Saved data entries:
__________

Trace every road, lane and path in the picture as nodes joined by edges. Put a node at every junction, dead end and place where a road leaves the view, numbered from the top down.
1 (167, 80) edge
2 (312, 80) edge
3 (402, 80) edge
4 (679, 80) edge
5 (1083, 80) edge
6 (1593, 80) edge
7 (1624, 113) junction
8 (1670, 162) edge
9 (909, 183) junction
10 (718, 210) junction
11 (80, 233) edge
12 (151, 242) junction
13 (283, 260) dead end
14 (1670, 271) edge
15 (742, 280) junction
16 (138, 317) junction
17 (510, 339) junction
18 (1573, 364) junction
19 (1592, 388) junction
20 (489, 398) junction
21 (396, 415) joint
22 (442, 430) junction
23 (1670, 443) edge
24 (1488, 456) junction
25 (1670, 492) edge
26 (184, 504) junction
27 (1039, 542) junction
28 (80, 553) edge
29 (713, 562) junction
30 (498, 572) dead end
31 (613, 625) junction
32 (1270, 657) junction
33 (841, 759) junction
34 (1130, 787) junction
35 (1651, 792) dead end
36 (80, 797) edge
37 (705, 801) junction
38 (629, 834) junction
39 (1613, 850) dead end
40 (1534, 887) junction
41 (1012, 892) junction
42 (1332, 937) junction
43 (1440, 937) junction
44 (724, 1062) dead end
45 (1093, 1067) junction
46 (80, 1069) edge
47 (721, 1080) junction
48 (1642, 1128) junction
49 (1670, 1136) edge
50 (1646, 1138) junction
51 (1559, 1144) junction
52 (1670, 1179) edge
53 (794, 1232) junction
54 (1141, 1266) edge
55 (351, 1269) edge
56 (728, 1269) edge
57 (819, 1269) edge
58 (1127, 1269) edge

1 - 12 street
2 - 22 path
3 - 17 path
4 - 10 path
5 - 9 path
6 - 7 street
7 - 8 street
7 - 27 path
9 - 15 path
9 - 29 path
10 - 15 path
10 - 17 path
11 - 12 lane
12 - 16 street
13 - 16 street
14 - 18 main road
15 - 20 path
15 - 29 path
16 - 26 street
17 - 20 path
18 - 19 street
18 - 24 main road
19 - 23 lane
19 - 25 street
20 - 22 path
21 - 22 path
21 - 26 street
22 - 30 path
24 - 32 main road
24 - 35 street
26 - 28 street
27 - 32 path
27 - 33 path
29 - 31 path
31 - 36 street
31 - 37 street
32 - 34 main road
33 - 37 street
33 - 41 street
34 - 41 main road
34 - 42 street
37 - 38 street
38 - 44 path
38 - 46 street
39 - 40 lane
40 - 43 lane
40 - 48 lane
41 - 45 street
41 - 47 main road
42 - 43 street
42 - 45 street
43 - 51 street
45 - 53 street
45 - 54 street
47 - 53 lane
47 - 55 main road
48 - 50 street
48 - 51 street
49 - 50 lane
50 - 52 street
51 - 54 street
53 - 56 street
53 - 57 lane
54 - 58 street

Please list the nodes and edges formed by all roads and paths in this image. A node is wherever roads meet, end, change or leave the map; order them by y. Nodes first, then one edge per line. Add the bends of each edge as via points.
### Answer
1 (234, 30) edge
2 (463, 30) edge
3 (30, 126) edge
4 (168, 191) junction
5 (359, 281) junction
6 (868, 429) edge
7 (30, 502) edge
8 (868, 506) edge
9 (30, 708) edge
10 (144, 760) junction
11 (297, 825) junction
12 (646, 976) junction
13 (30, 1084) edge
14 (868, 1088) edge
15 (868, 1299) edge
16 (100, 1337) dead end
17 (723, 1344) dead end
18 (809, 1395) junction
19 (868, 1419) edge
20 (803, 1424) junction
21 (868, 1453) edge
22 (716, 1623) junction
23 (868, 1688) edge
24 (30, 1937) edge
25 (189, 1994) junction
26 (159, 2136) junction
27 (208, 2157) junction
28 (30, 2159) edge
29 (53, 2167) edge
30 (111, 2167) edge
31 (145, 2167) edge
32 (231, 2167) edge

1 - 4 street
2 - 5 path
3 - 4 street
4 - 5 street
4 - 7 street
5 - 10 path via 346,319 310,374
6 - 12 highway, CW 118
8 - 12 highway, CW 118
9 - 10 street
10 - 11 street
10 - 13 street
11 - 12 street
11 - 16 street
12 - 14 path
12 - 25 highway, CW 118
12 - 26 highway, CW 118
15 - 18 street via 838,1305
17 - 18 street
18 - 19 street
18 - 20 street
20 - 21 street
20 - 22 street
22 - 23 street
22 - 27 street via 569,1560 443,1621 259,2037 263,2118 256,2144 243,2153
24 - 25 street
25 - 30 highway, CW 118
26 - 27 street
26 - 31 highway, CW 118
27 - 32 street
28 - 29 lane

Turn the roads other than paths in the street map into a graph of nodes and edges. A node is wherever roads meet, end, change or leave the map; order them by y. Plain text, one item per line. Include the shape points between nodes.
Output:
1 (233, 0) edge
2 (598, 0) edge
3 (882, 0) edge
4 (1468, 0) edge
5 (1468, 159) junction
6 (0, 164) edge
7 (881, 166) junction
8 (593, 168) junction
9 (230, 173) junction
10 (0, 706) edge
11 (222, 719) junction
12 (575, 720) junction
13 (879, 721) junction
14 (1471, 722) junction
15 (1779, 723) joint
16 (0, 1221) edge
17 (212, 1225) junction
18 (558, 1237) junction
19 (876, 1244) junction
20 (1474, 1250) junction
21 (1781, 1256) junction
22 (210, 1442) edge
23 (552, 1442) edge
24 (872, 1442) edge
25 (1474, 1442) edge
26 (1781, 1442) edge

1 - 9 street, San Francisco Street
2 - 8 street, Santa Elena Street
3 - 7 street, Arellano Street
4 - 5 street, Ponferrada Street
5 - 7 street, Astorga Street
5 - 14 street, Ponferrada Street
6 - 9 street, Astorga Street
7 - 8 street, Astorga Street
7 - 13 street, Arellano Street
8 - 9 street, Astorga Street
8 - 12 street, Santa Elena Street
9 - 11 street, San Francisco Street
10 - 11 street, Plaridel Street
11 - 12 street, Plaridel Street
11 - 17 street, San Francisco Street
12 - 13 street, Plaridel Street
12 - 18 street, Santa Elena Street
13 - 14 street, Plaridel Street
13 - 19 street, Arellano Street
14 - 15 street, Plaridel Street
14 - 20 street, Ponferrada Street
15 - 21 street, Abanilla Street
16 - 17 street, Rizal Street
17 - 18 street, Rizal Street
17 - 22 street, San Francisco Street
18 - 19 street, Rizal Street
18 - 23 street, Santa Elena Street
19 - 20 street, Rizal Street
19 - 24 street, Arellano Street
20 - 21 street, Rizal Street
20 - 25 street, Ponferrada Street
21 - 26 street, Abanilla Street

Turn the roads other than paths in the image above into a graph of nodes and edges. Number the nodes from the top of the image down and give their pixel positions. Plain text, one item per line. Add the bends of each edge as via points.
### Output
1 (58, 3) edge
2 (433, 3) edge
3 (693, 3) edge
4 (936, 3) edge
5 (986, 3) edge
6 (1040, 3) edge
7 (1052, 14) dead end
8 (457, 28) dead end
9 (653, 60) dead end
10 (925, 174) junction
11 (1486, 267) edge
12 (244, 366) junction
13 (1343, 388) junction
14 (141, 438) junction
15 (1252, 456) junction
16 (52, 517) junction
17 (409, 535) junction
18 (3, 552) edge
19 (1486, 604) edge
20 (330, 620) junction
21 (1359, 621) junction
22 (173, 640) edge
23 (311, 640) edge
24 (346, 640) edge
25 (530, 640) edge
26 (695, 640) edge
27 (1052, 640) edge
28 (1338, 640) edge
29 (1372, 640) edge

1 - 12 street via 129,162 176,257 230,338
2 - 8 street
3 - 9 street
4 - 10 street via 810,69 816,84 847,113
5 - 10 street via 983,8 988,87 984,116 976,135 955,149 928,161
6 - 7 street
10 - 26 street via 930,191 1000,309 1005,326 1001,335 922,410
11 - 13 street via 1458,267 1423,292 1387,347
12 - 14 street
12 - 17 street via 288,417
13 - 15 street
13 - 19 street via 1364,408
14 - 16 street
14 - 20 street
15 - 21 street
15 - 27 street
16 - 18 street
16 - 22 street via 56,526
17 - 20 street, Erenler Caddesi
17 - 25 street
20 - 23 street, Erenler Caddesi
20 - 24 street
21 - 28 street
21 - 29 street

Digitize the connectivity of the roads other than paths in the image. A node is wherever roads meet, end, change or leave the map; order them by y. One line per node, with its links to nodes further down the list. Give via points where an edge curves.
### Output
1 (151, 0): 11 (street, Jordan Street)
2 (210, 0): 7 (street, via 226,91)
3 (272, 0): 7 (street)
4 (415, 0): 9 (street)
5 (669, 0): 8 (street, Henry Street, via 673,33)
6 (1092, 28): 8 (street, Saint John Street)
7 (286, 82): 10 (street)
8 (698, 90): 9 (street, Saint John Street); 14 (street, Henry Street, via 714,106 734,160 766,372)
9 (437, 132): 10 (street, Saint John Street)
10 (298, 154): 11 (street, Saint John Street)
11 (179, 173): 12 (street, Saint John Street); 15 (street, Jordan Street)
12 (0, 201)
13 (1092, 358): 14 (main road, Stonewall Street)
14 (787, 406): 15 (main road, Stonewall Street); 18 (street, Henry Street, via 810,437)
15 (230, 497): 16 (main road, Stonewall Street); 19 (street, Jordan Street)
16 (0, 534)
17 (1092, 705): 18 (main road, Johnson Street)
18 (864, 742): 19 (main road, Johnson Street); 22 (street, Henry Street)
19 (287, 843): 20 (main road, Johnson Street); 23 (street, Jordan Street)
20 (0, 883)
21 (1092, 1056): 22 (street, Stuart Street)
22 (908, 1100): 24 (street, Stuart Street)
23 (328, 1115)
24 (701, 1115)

__________

* TASK STATEMENT:
Write down only how many lines of the entries above include the word "Plain".

* EXERCISE OUTPUT:
2